Since there are a percentage of Intersex people who feel that they were wrongly assigned a gender role as children, this is quite appropriate since these individuals will face many of the same challenges that a transsexual faces as they transition into their chosen gender role.
(2) I disagree with your analysis that the proposed Hypersexual diagnosis could be used with respect to transsexuals - there does not appear to be any significant overlap between HSD and GI diagnostic criteria.
(3) The Transvestic Fetishism diagnosis has always been troubling for transsexuals and other GI clients since it tries to isolate a particular subgroup of cross-gender behaviour. The studies I am familiar with suggest that while there are a few TF types out there, most have significant degrees of non-sexually stimulated GI as well.
(4) Superficially, I would agree that at first blush, the categorization continues the 'masturbation is evil' assumption. However, on closer inspection, it is important to note that the exclusion of sexual arousal while cross-dressed has been removed from the language for GI.
(5) Because of the intersection between the social adjustments that gender transition often means and the involvement of multiple medical professions in the treatment of transsexuals, I don't think that it is likely that transsexuals will be removed from the DSM any time soon - if ever.
Whether or not we like it, the treatment professionals involved remain very cautious and insist upon verification of expressed symptoms from experts in domains that the individual professional may not be qualified to make diagnosis.
(6) The Intersex aren't per se in the DSM, except as a somewhat specialized identifier that to some extent modifies the experience of gender. I won't say I'm terribly comfortable with the terminology either - I would have preferred it to stay with the term 'Intersex'. However, the rationale narrative is unclear on the reasons for this change in terminology.
Jennifer:
The Transvestic Fetishism diagnosis has had some wording related to Autogynephilia added to its narrative.

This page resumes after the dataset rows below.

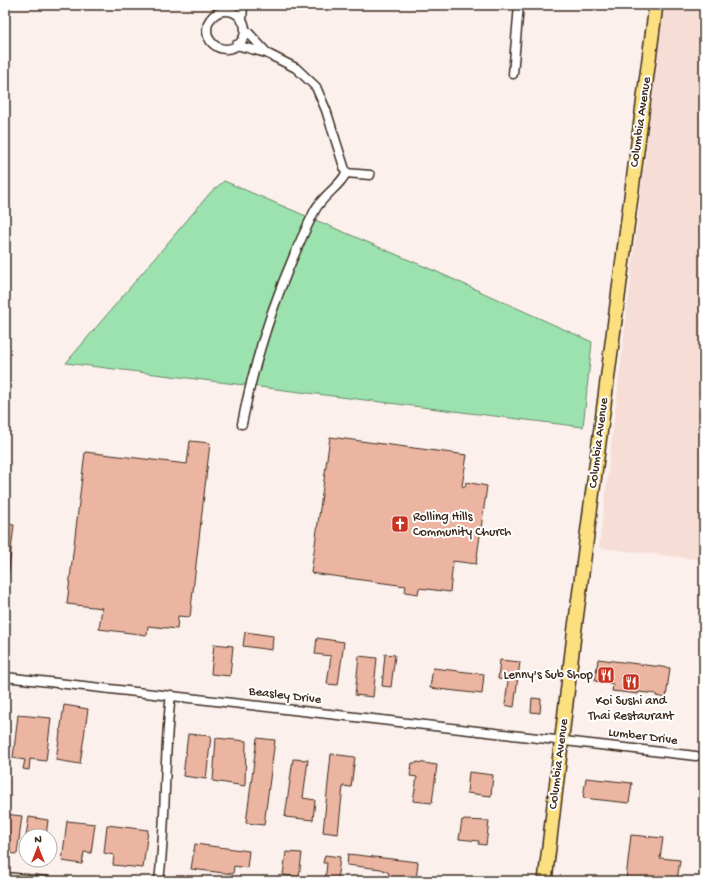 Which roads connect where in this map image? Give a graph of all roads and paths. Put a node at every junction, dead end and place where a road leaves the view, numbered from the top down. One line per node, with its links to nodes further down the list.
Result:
1 (230, 5): 5 (street)
2 (243, 5): 6 (street)
3 (519, 5): 10 (street)
4 (656, 5): 16 (main road, Columbia Avenue)
5 (223, 11): 6 (street); 8 (street)
6 (242, 20): 7 (street)
7 (244, 29): 8 (street); 9 (street)
8 (236, 45): 9 (street)
9 (266, 53): 11 (street)
10 (513, 74)
11 (346, 173): 12 (street); 13 (street)
12 (370, 175)
13 (242, 424)
14 (5, 677): 15 (street, Beasley Drive)
15 (171, 695): 16 (street, Beasley Drive); 20 (street)
16 (562, 740): 17 (street, Lumber Drive); 21 (main road, Columbia Avenue)
17 (696, 756)
18 (5, 877): 19 (street)
19 (47, 881)
20 (159, 881)
21 (545, 881)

I agree that this doesn't make a lot of good sense, and because it is apparently entirely derived from work by Blanchard, I don't think it is as broadly substantiated as I would like to see. However, the diagnostic criteria for TF are quite distinct from GI - as much as Blanchard might like to have TF/AG replace GI, I don't think this is likely to ever happen.

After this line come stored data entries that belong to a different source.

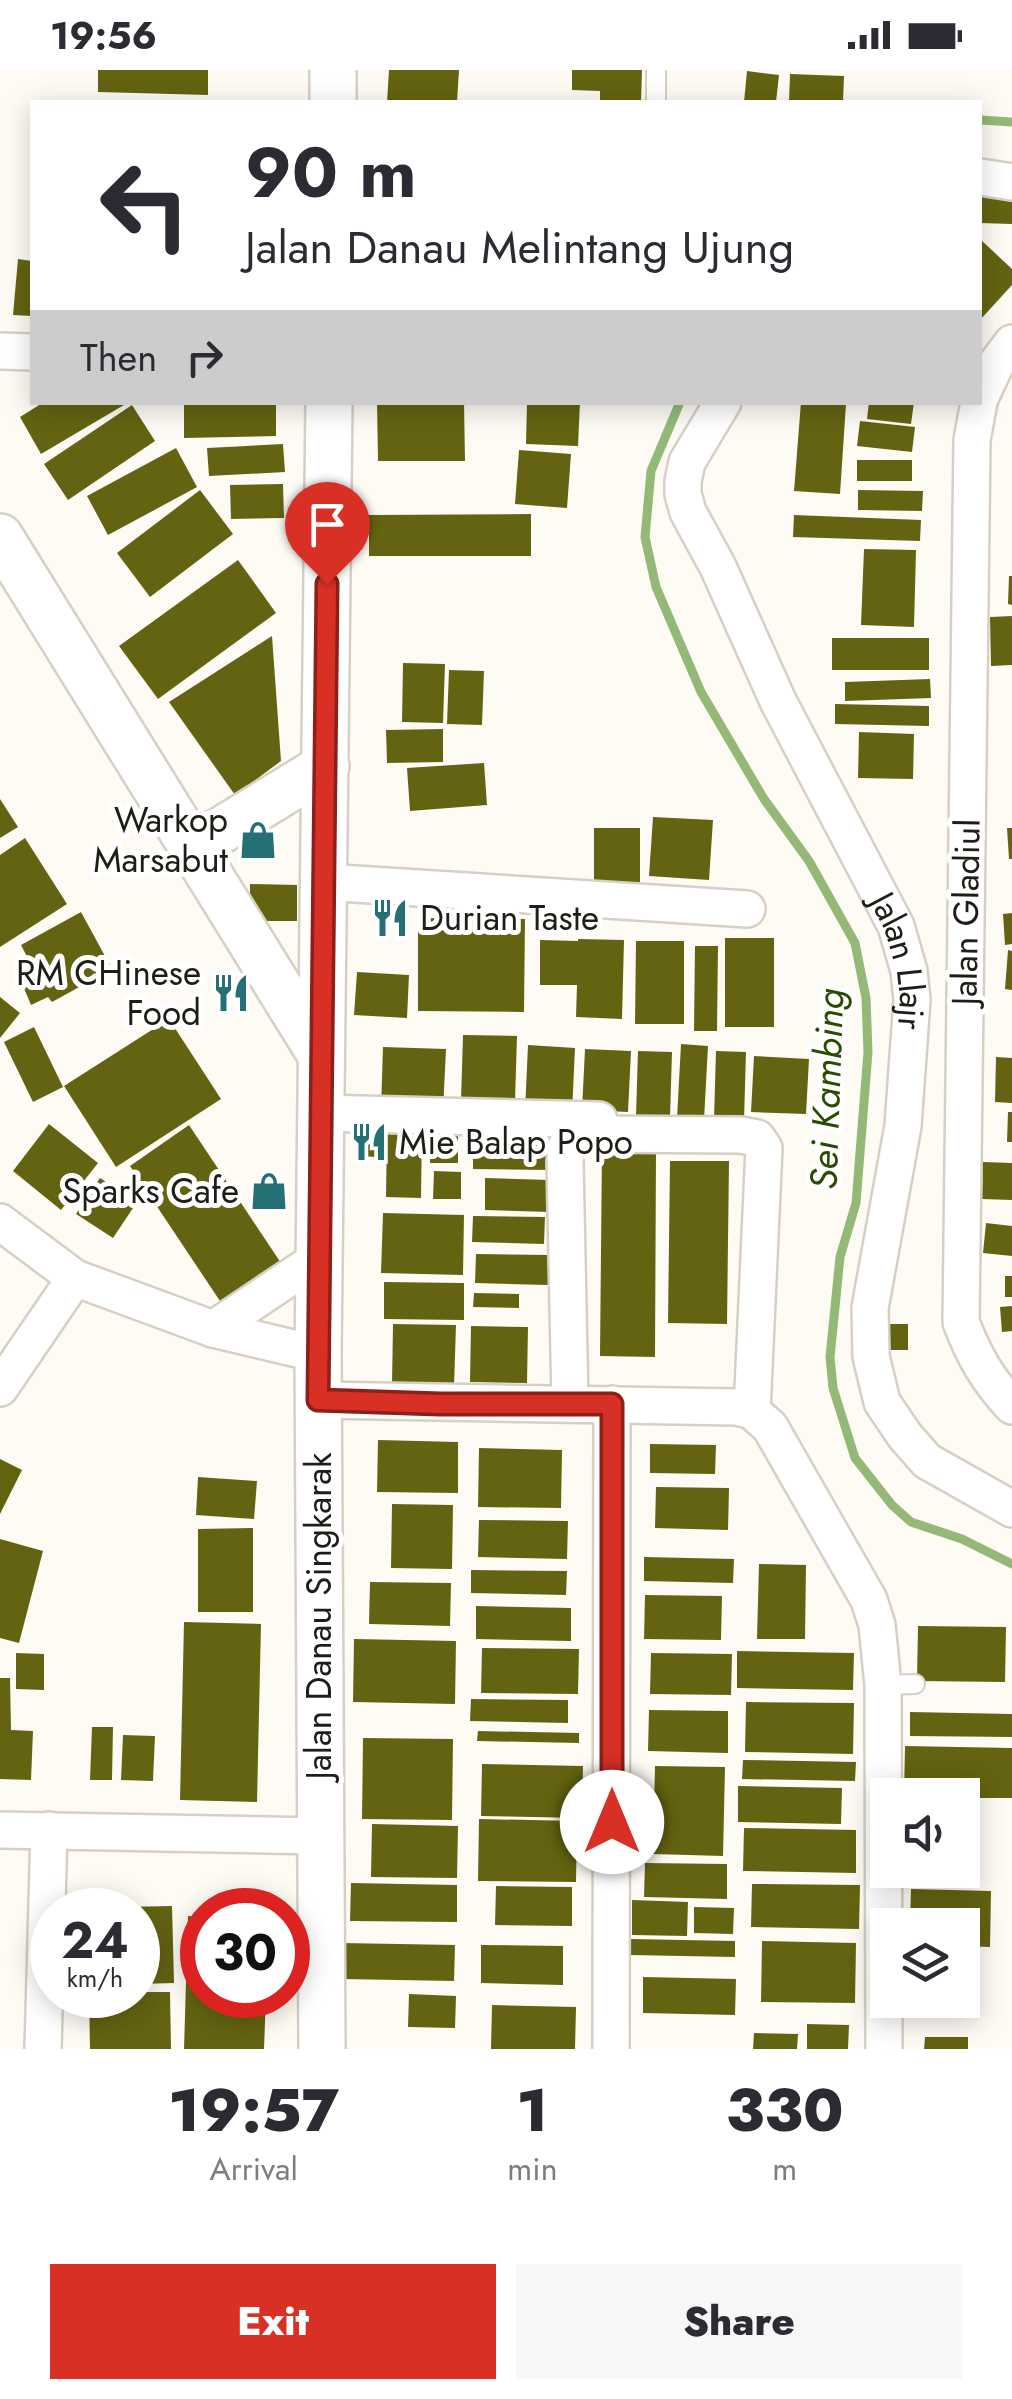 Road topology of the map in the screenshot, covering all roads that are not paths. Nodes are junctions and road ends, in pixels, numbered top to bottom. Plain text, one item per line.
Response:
1 (333, 70) edge
2 (656, 70) edge
3 (332, 100) edge
4 (656, 100) edge
5 (982, 177) edge
6 (1012, 182) edge
7 (1012, 343) edge
8 (0, 351) edge
9 (30, 352) edge
10 (982, 396) edge
11 (329, 405) edge
12 (721, 405) edge
13 (979, 405) edge
14 (0, 537) edge
15 (326, 766) junction
16 (194, 846) junction
17 (324, 882) junction
18 (748, 909) dead end
19 (321, 1055) junction
20 (320, 1113) junction
21 (774, 1124) dead end
22 (0, 1222) edge
23 (319, 1258) junction
24 (75, 1278) junction
25 (212, 1329) junction
26 (318, 1354) junction
27 (0, 1388) edge
28 (318, 1400) junction
29 (570, 1403) junction
30 (612, 1404) junction
31 (1012, 1406) edge
32 (752, 1411) junction
33 (1012, 1509) edge
34 (0, 1830) edge
35 (49, 1830) junction
36 (320, 1836) junction
37 (44, 2049) edge
38 (322, 2049) edge
39 (611, 2049) edge
40 (884, 2049) edge

1 - 3 street
2 - 4 lane
5 - 6 street
7 - 10 street, Jalan Gladiul
8 - 9 street
11 - 15 street, Jalan Danau Singkarak
12 - 33 street, Jalan Llajr
13 - 31 street, Jalan Gladiul
14 - 16 street
15 - 16 street
15 - 17 street, Jalan Danau Singkarak
16 - 19 street
17 - 18 street
17 - 19 street, Jalan Danau Singkarak
19 - 20 street, Jalan Danau Singkarak
20 - 21 street
20 - 23 street, Jalan Danau Singkarak
22 - 24 street
23 - 25 street
23 - 26 street, Jalan Danau Singkarak
24 - 25 street
24 - 27 street
25 - 26 street
26 - 28 street, Jalan Danau Singkarak
28 - 29 street
28 - 36 street, Jalan Danau Singkarak
29 - 30 street
29 - 32 street
30 - 32 street
30 - 39 street
32 - 40 street
34 - 35 street
35 - 36 street
35 - 37 street
36 - 38 street, Jalan Danau Singkarak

I note that in the Rationale for the GI diagnosis, there are still discussions ongoing around moving GI into another chapter of the DSM. I'm hopeful that this will yet come to pass.
302.85 has a newly introduced concept "Assigned Gender". This is not explained and is not simple. Except for non-transsexual non-intersex people.
It is not even clear whether the ambiguity is unintentional, uninformed, callously uncaring, due to lack of awareness of other cultures, intended to give practitioners unlimited discretionary power or simply invidious.
@Mis:
I suggest you spend some time reading the following end notes in the Rationale section:
Endnote 1
Endnote 2
Endnote 14
Endnote 16
I think you will find that it addresses your expressed concerns regarding the use of the term 'assigned gender'.